Preserving Social Security should never have been all that difficult.
But it took Harry Reid to settle the issue -- at least as regards the miserably long and absurdly inappropriate debate of 2012.
"We're not going to have any Social Security cuts," the Senate majority leader said on the floor of the chamber Sunday. "It just doesn't seem appropriate at this time."
Senate Minority Leader Mitch McConnell, R-Kentucky, had attempted Saturday to use the "fiscal cliff" fight to advance a proposal to adopt a chained consumer price index -- "chained CPI" -- scheme that would slash cost-of-living increases for Americans who rely on Social Security and other government programs. The Obama administration had entertained the "chained CPI" switch earlier in December.

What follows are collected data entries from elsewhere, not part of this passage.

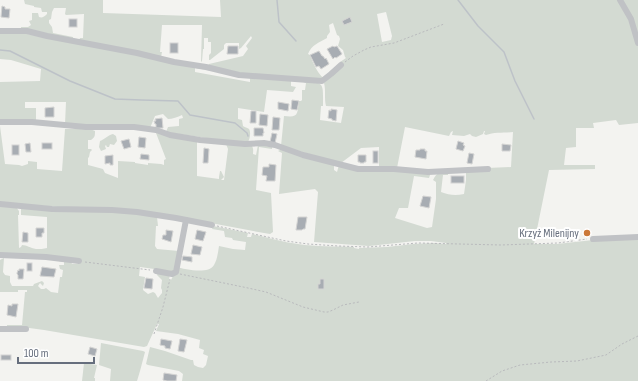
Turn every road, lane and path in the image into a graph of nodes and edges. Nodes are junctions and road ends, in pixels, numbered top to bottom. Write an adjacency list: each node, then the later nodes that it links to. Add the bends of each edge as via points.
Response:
1 (620, 0): 4 (street, via 631,19)
2 (444, 24): 5 (path, via 394,43 364,50)
3 (0, 31): 5 (street, via 27,31 239,75 322,81)
4 (638, 43)
5 (341, 65)
6 (0, 122): 7 (street)
7 (14, 122): 8 (street); 9 (street, via 32,122 46,126 55,122 94,128 161,131 201,141 264,143 358,169 428,172)
8 (17, 130)
9 (488, 169)
10 (0, 204): 11 (street, via 137,212)
11 (186, 220): 12 (street); 18 (street, via 176,272)
12 (212, 225): 14 (path, via 286,241 368,247 418,243 558,243)
13 (638, 237): 14 (street)
14 (594, 239)
15 (0, 255): 16 (street)
16 (79, 261): 17 (path)
17 (156, 271): 18 (street)
18 (173, 273): 19 (path, via 266,292 303,307 324,312); 22 (path)
19 (359, 302)
20 (0, 329): 21 (street)
21 (26, 329)
22 (154, 334)
23 (638, 336): 24 (path, via 606,355 577,361 520,365 502,371)
24 (486, 381)

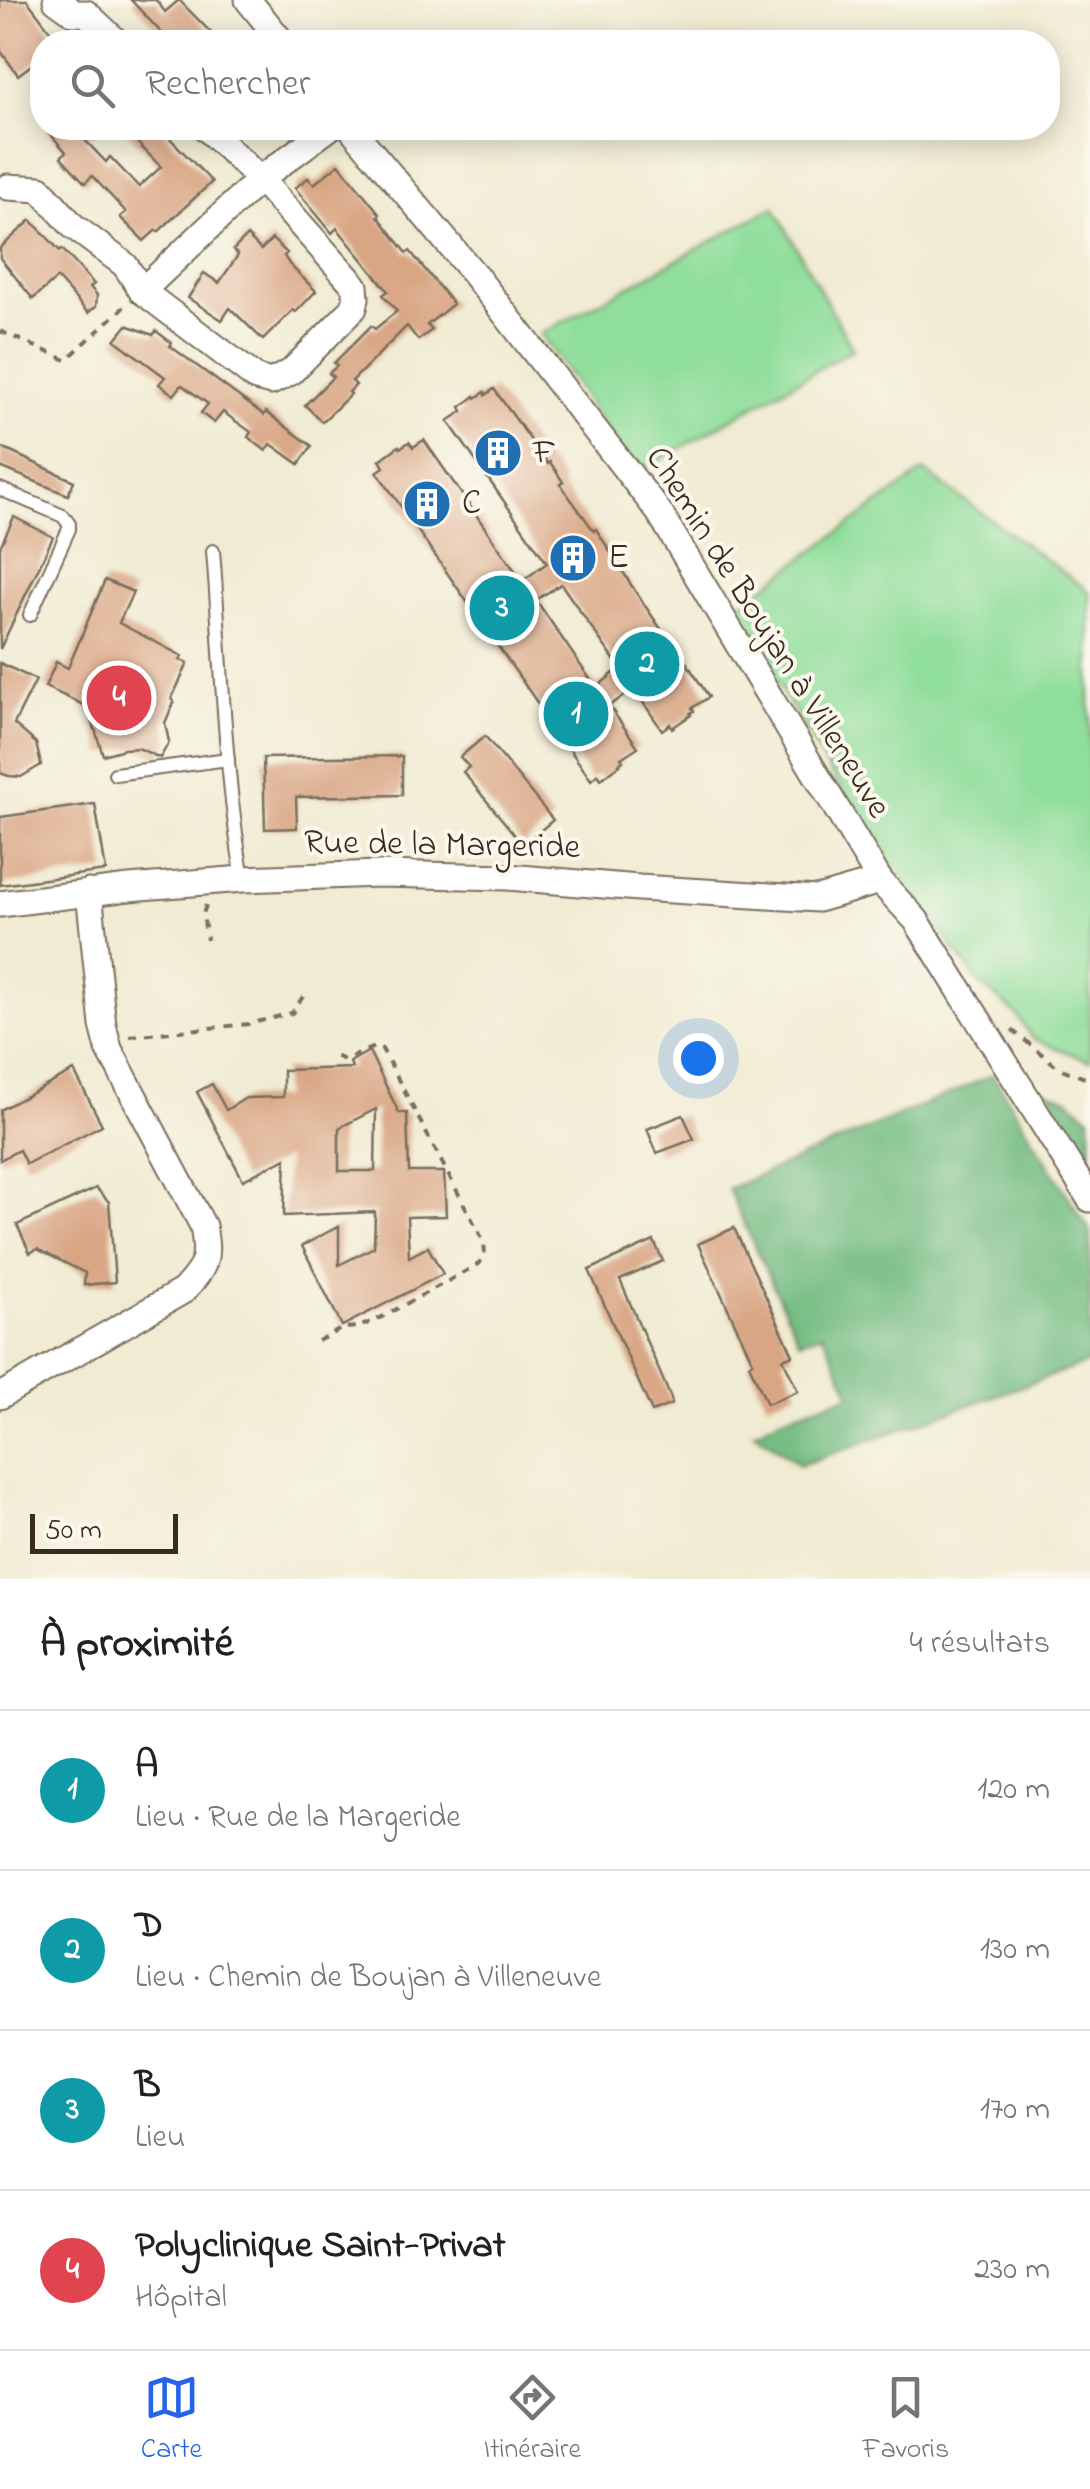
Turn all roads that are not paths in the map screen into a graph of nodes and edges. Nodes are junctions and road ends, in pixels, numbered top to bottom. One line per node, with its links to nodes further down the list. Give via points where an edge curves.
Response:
1 (56, 0): 3 (street, via 74,13)
2 (248, 0): 5 (street)
3 (85, 6): 4 (street)
4 (106, 30)
5 (272, 30)
6 (219, 140): 9 (street)
7 (312, 140): 9 (street)
8 (362, 140): 18 (street, Chemin de Boujan à Villeneuve, via 659,512)
9 (260, 178): 11 (street); 11 (street, via 355,286 354,308 292,372 271,382 256,378)
10 (8, 187): 11 (street, via 40,189 73,226 125,265)
11 (142, 290)
12 (0, 489): 14 (lane, via 69,524)
13 (213, 552): 15 (lane)
14 (30, 615)
15 (228, 758): 16 (lane); 17 (lane)
16 (115, 774)
17 (243, 879): 18 (street, Rue de la Margeride, via 508,876 818,899); 19 (street, Rue de la Margeride)
18 (880, 881): 21 (street, Chemin de Boujan à Villeneuve, via 916,920)
19 (90, 892): 20 (street, Rue de la Margeride); 22 (street, via 109,1049 203,1226 203,1270 184,1291)
20 (0, 904)
21 (1090, 1199)
22 (0, 1396)

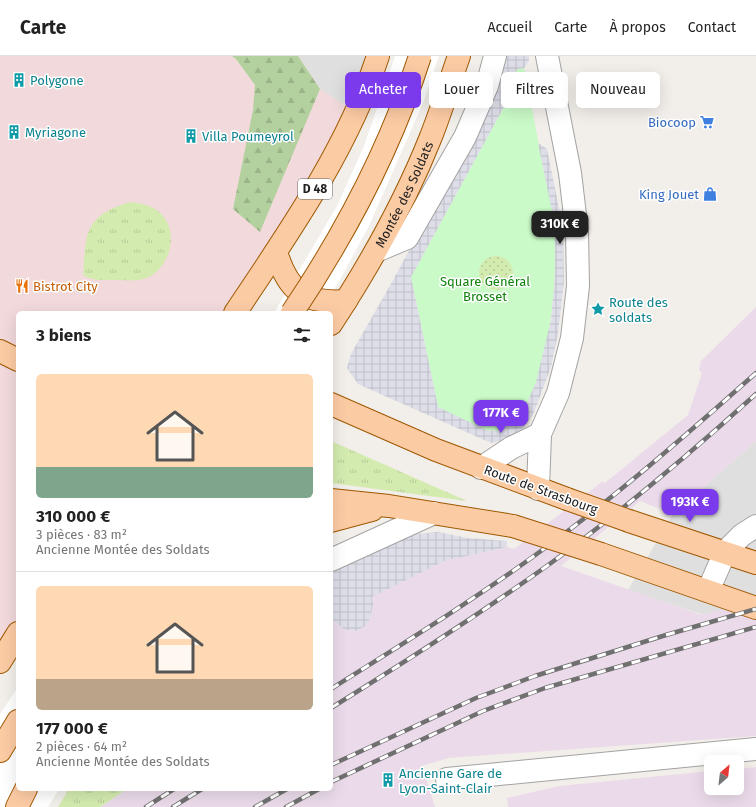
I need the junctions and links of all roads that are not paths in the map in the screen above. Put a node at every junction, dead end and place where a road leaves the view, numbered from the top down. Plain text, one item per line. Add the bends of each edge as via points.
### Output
1 (378, 56) edge
2 (420, 56) edge
3 (459, 56) edge
4 (495, 56) edge
5 (547, 56) edge
6 (376, 251) junction
7 (276, 252) junction
8 (346, 301) junction
9 (236, 311) edge
10 (293, 311) edge
11 (333, 321) edge
12 (0, 345) edge
13 (16, 346) edge
14 (0, 351) edge
15 (16, 359) edge
16 (333, 405) edge
17 (540, 434) junction
18 (481, 468) junction
19 (538, 489) junction
20 (333, 500) edge
21 (389, 506) junction
22 (434, 513) junction
23 (333, 520) edge
24 (756, 526) edge
25 (740, 558) edge
26 (333, 559) edge
27 (708, 592) junction
28 (756, 608) edge
29 (16, 636) edge
30 (0, 662) edge
31 (16, 724) edge
32 (756, 749) edge
33 (0, 751) edge
34 (447, 779) dead end
35 (25, 791) edge
36 (16, 807) edge

1 - 7 main road, D 48 via 331,162
2 - 10 main road, bridge via 395,122 368,182 313,282
3 - 6 main road, Montée des Soldats via 430,139
4 - 6 street via 487,86 465,137 407,238
5 - 17 street via 570,173 578,286 569,352 558,393
6 - 8 main road, Montée des Soldats
7 - 8 main road via 282,271 291,286 309,297 324,302
7 - 9 main road, D 48
8 - 11 main road, Montée des Soldats
12 - 13 main road
14 - 15 main road
16 - 18 main road, Route de Strasbourg
17 - 18 street via 511,448
17 - 19 street
18 - 19 main road, Route de Strasbourg
19 - 25 main road, Route de Strasbourg, bridge
20 - 21 main road
21 - 22 main road
21 - 23 main road
22 - 26 street
22 - 27 main road, bridge via 513,526
24 - 25 street via 742,535
25 - 27 street
27 - 28 main road
29 - 30 main road
31 - 33 main road
32 - 34 street
35 - 36 main road

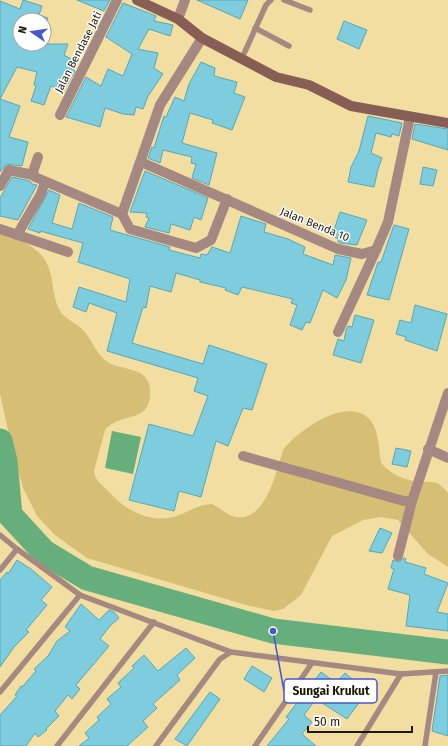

But as the critical point when a deal to cut Social Security might have been made, Reid said "no."
That simple rejection of the false premises of Paul Ryan and all the other fantasists who have tried to push Social Security over the "fiscal cliff" -- and into the grips of the Wall Street speculators -- confounded the political pawns and the "expert" pundits who imagined that "entitlement reforms" (Washington for Social Security cuts) were "inevitable."
Within hours of Reid's Sunday announcement, McConnell and the Republicans backed down and it was clear, finally, that Social Security was "off the table."
Reid's firm rejection of any cuts actually moved the negotiations forward -- making clear to the Republicans that they would get no deal on Social Security.
"I was really gratified to hear the Republicans have taken their demand for Social Security benefit cuts off the table," said Reid, the wily Nevadan who has repeatedly defied political expectations to save his own seat (in 2010) and then to increase the Democratic Senate majority (in 2012). "The truth is they should never have been on the table to begin with."
True enough.
But it took Reid's rejection of the Republican proposal to foreclose any more wheeling and dealing with the economic security of Americans who rely on Social Security to make ends meet.
Groups that have battled to save Social Security hailed Reid Sunday night.
"Majority Leader Harry Reid and the Democrats are to be applauded for standing up for the American people by standing firm against cutting Social Security," said Nancy Altman, co-director of Social Security Works. "Social Security has no place in this fiscal showdown. It does not and, by law, cannot add a penny to the federal debt. Republican policymakers are wrong to try to ram through unpopular cuts, ones which are opposed by the vast majority of Americans they have been elected to serve."
Altman was right to hail Reid, who was certainly not the only Democratic absolutist in the Social Security fight but who took the critical stand at the critical moment.
Reid deserves the praise. But it is important to remember that all he did was embrace economic, social and political reality.
Social Security does not contribute a penny to the federal deficit. "In fact," as the coalition explains, "it currently enjoys a $2.6 trillion surplus that will grow to $4.3 trillion by 2025. Social Security has its own dedicated revenue stream described above. And Social Security is forbidden by law from borrowing, so it cannot deficit spend."